Division of Cardiology, Department of Medicine, Columbia University Medical Center, New York, New York.
J Card Fail. 2016 May;22(5):347-55. doi: 10.1016/j.cardfail.2016.02.002. Epub 2016 Feb 12.
Heart failure (HF)-related exercise intolerance is thought to be perpetuated by peripheral skeletal muscle functional, structural, and metabolic abnormalities. We analyzed specific dynamics of muscle contraction in patients with HF compared with healthy, sedentary controls.

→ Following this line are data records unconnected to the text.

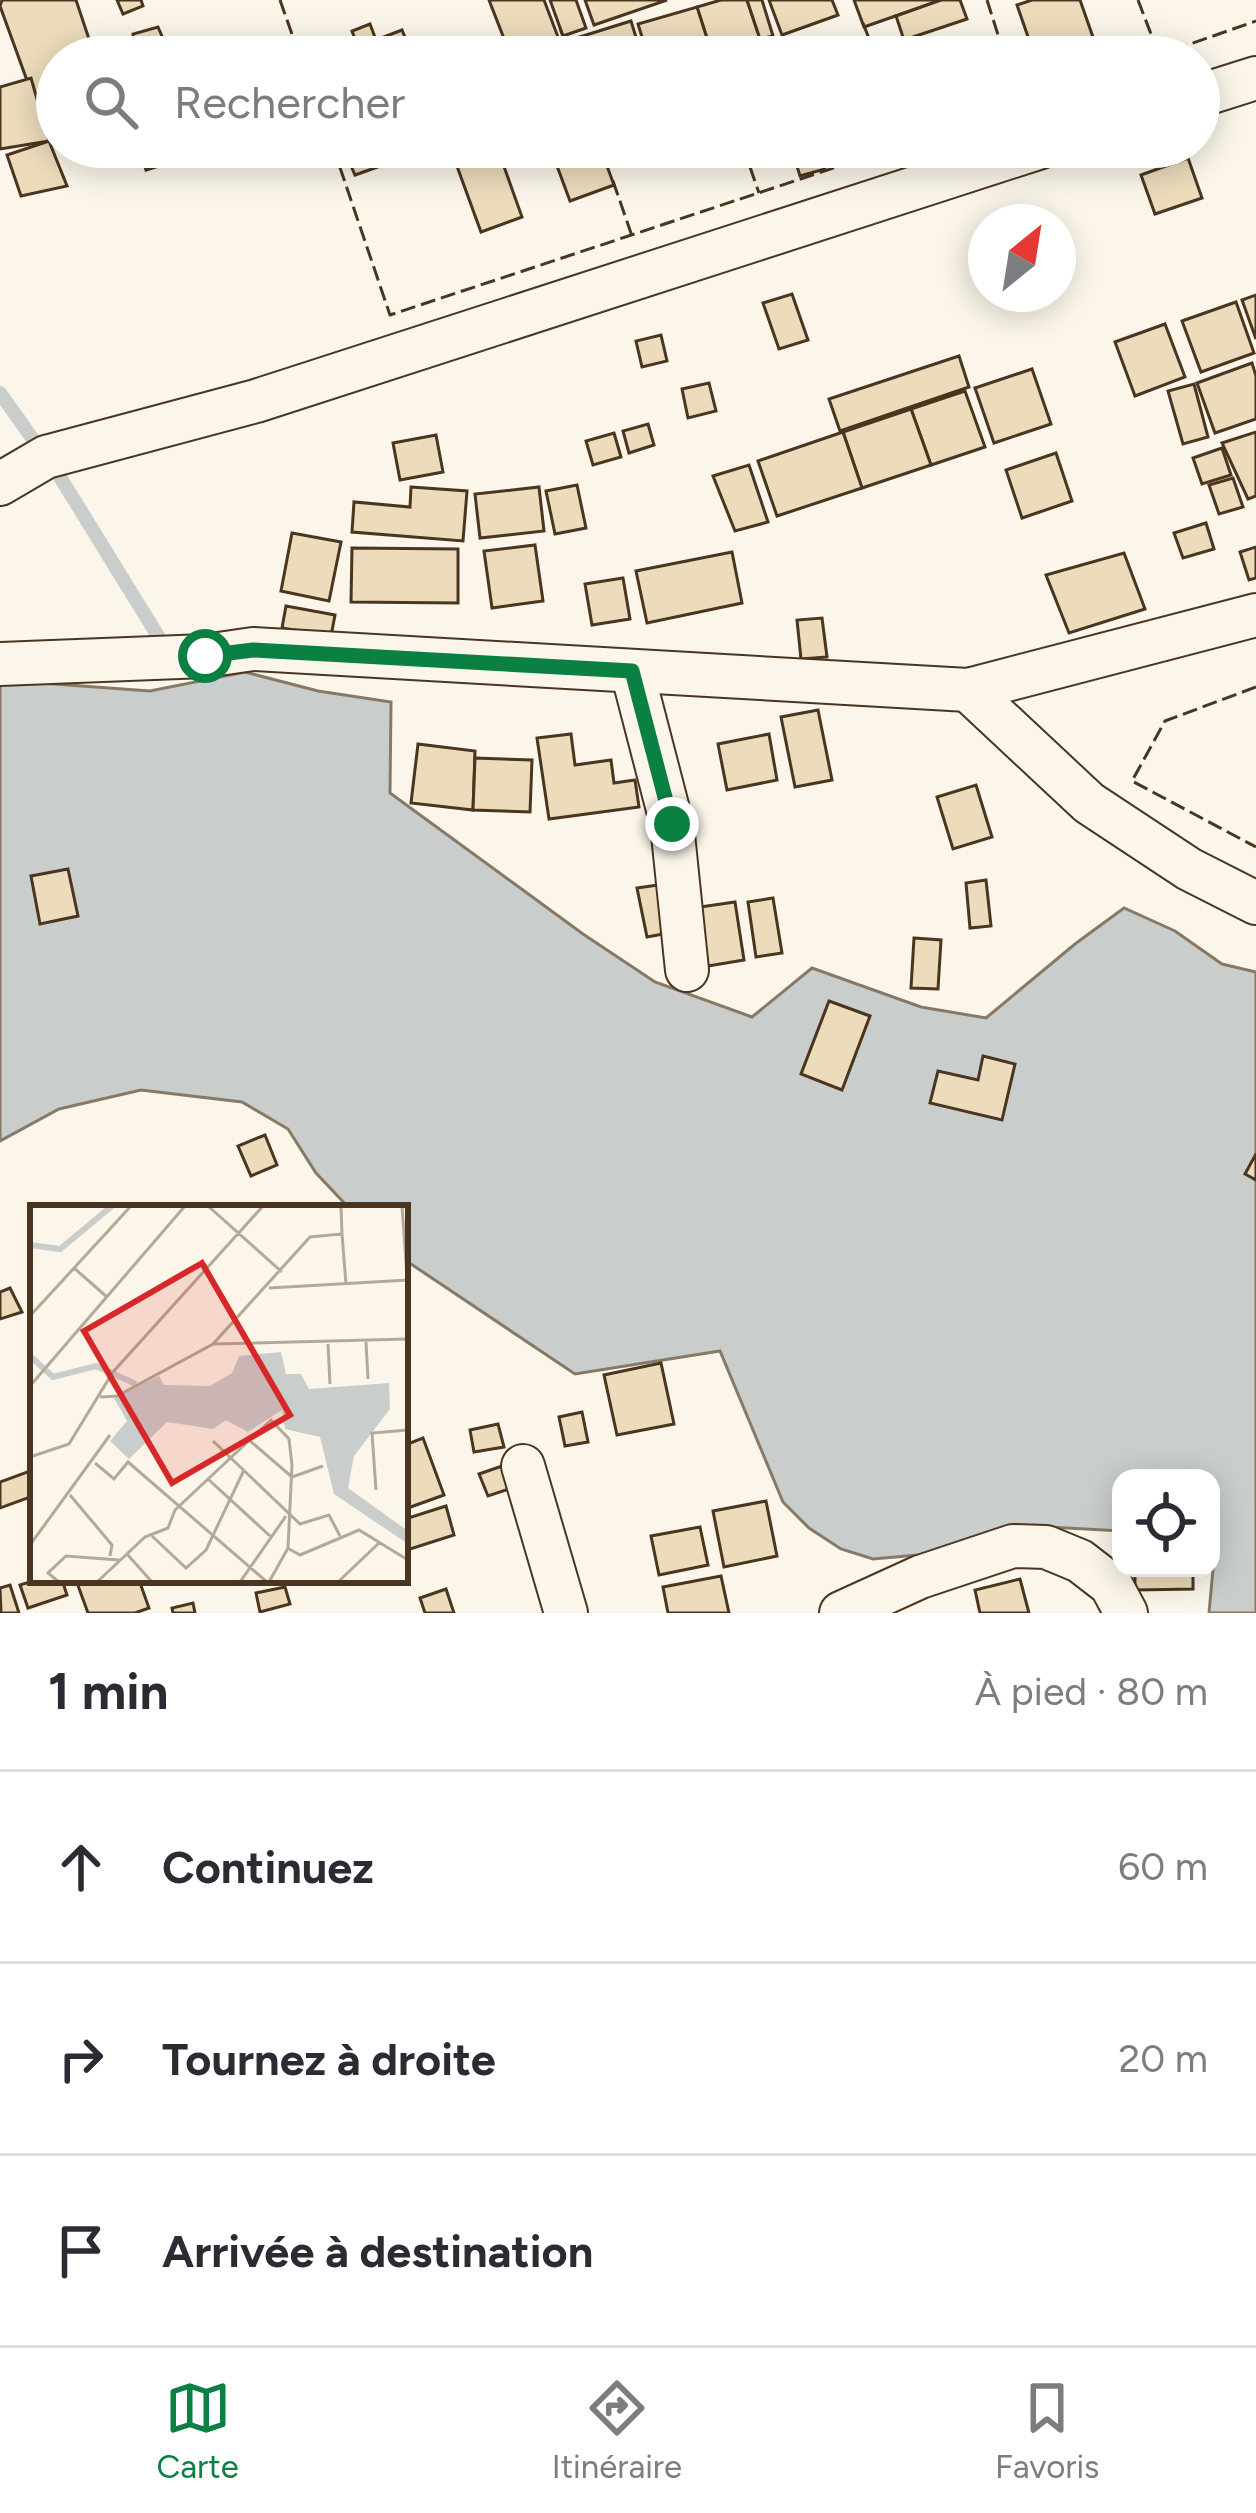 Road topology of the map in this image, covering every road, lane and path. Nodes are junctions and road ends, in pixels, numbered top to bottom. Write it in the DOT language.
graph roads {
  1 [pos="1256,78"];
  2 [pos="1220,89"];
  3 [pos="976,168"];
  4 [pos="0,484"];
  5 [pos="1256,615"];
  6 [pos="0,664"];
  7 [pos="632,671"];
  8 [pos="968,690"];
  9 [pos="1256,903"];
  10 [pos="687,970"];
  11 [pos="523,1466"];
  12 [pos="566,1613"];
  13 [pos="841,1613"];
  14 [pos="1126,1613"];
  1 -- 2 [label="street"];
  3 -- 4 [label="street"];
  5 -- 8 [label="street"];
  6 -- 7 [label="street"];
  7 -- 8 [label="street"];
  7 -- 10 [label="street"];
  8 -- 9 [label="street"];
  11 -- 12 [label="street"];
  13 -- 14 [label="street"];
}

Isometric and isokinetic muscle parameters were measured in the dominant upper and lower limbs of 45 HF patients and 15 healthy age-matched controls. Measurements included peak torque normalized to body weight, work normalized to body weight, power, time to peak torque, and acceleration and deceleration to maximum strength times. Body morphometry (dual energy X-ray absorptiometry scan) and circulating fatty acids and ceramides (lipodomics) were analyzed in a subset of subjects (18 HF and 9 controls).

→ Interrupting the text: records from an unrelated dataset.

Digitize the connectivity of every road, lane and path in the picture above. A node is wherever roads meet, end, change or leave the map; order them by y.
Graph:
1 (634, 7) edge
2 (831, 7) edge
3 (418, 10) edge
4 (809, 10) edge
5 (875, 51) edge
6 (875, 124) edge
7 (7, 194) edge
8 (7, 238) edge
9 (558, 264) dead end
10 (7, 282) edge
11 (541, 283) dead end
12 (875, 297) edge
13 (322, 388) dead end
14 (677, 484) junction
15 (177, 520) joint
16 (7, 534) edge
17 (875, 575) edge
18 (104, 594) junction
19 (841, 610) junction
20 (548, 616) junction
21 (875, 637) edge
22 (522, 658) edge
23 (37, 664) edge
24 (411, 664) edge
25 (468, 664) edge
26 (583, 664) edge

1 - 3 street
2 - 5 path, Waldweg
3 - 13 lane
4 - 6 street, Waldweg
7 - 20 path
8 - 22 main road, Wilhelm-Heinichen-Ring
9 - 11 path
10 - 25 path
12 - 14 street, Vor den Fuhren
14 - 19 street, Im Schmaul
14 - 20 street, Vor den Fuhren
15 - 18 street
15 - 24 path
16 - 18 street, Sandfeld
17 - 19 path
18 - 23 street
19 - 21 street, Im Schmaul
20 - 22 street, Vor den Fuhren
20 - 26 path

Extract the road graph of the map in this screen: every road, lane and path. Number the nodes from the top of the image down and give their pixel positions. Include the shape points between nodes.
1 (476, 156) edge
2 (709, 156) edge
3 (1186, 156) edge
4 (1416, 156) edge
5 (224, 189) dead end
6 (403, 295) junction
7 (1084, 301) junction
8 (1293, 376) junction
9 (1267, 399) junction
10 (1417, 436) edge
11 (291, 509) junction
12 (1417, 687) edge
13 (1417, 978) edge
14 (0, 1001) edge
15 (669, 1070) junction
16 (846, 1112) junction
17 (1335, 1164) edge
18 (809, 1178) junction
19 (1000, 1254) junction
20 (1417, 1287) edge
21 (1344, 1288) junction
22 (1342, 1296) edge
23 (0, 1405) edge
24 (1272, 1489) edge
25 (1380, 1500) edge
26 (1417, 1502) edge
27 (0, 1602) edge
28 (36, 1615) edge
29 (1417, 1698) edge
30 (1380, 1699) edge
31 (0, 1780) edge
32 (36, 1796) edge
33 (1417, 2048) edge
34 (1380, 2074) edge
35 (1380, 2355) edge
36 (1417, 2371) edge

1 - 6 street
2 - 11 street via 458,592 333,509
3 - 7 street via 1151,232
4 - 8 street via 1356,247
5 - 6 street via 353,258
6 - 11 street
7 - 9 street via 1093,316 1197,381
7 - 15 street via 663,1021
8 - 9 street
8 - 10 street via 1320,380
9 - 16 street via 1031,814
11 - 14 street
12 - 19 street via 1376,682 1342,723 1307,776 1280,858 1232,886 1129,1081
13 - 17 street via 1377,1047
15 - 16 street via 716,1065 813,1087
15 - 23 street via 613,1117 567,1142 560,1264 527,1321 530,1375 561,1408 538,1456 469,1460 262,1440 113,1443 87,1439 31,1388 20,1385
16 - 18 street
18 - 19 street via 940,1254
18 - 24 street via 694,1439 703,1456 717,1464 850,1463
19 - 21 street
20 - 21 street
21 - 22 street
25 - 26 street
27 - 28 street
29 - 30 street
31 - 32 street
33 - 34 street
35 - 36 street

Extension and flexion time-to-peak torque was longer in the lower limbs of HF patients. Furthermore, acceleration and deceleration times in the lower limbs were also prolonged in HF subjects. HF subjects had increased adiposity and decreased lean muscle mass compared with controls. Decreased circulating unsaturated fatty acids and increased ceramides were found in subjects with HF.
Delayed torque development suggests skeletal muscle impairments that may reflect abnormal neuromuscular functional coupling. These impairments may be further compounded by increased adiposity and inflammation associated with increased ceramides.

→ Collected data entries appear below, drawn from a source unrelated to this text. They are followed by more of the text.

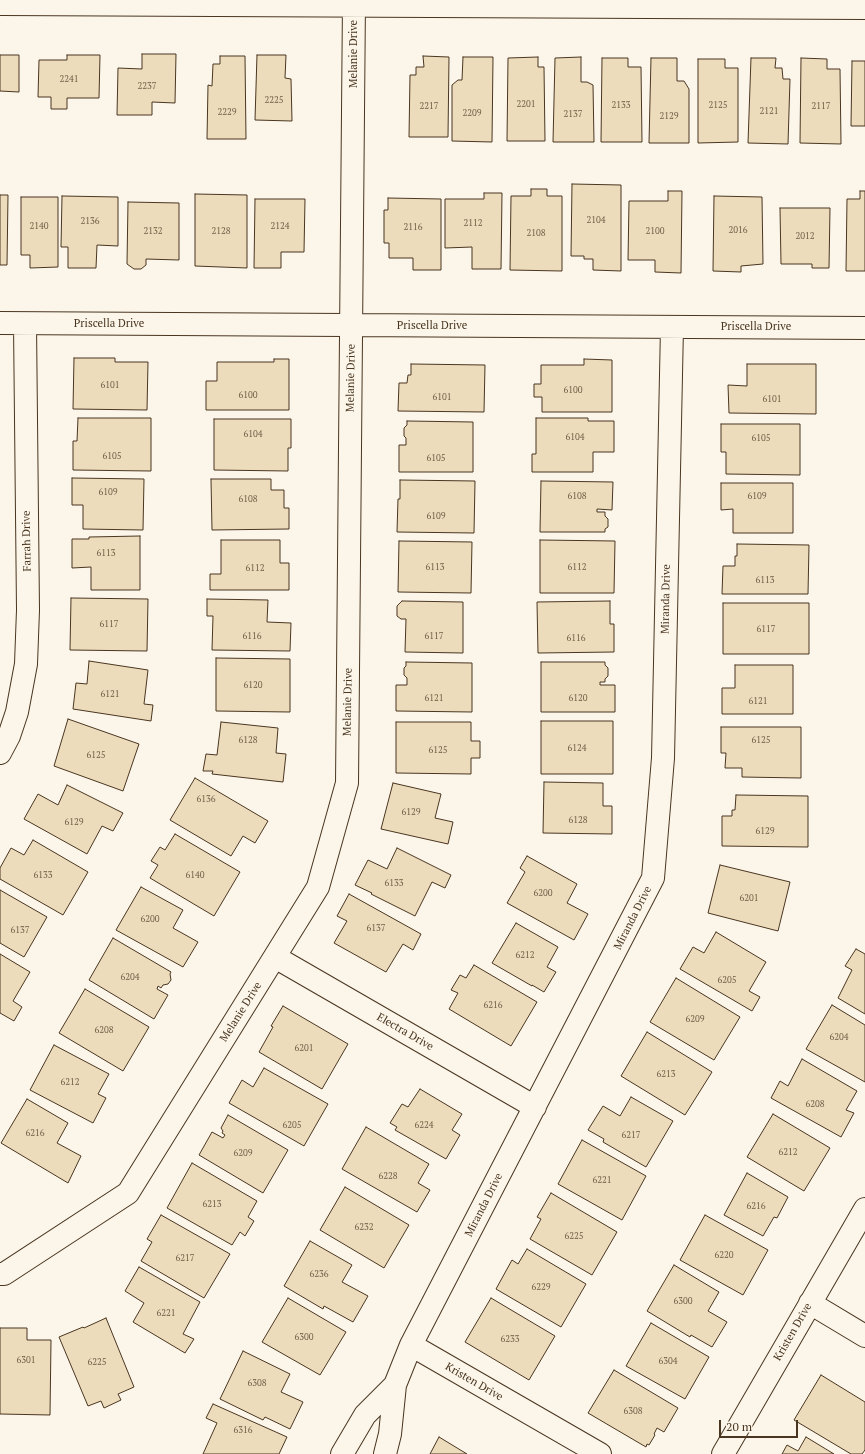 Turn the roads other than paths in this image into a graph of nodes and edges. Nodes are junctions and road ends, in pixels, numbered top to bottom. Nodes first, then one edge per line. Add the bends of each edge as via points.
1 (13, 3) edge
2 (354, 3) edge
3 (865, 8) edge
4 (0, 323) edge
5 (25, 324) junction
6 (351, 325) junction
7 (672, 327) junction
8 (865, 328) edge
9 (0, 753) edge
10 (275, 957) junction
11 (535, 1107) junction
12 (865, 1209) edge
13 (0, 1274) edge
14 (810, 1303) junction
15 (865, 1336) edge
16 (412, 1345) junction
17 (395, 1385) junction
18 (342, 1454) edge
19 (385, 1454) edge
20 (600, 1454) edge
21 (723, 1454) edge

1 - 2 street
2 - 3 street
2 - 6 street, Melanie Drive
4 - 5 street, Priscella Drive
5 - 6 street, Priscella Drive
5 - 9 street, Farrah Drive via 28,610 26,664 17,712
6 - 7 street, Priscella Drive
6 - 10 street, Melanie Drive via 347,783 318,887
7 - 8 street, Priscella Drive
7 - 11 street, Miranda Drive via 663,758 653,878
10 - 11 street, Electra Drive
10 - 13 street, Melanie Drive via 128,1193 4,1274
11 - 16 street, Miranda Drive
12 - 14 street, Kristen Drive
14 - 15 street
14 - 21 street, Kristen Drive
16 - 17 street, Miranda Drive
16 - 20 street, Kristen Drive
17 - 18 street, Miranda Drive via 365,1415
17 - 19 street, Miranda Drive via 390,1434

心力衰竭(HF)相关的运动不耐受被认为是由外周骨骼肌功能、结构和代谢异常持续存在所致。我们分析了HF患者与健康久坐对照者肌肉收缩的特定动力学。
在45例HF患者和15例年龄匹配的健康对照者的优势上肢和下肢测量等长和等速肌肉参数。测量指标包括体重标准化的峰值扭矩、体重标准化的功、功率、达到峰值扭矩的时间以及达到最大力量倍数时的加速度和减速度。对部分受试者(18例HF患者和9例对照者)进行了身体形态测量(双能X线吸收法扫描)以及循环脂肪酸和神经酰胺(脂质组学)分析。
HF患者下肢伸展和屈曲达到峰值扭矩的时间更长。此外,HF受试者下肢的加速度和减速度时间也延长。与对照者相比,HF受试者肥胖增加,瘦肌肉质量减少。在HF受试者中发现循环不饱和脂肪酸减少,神经酰胺增加。
扭矩发展延迟表明骨骼肌功能受损,这可能反映了神经肌肉功能耦合异常。这些损害可能因与神经酰胺增加相关的肥胖和炎症加剧而进一步加重。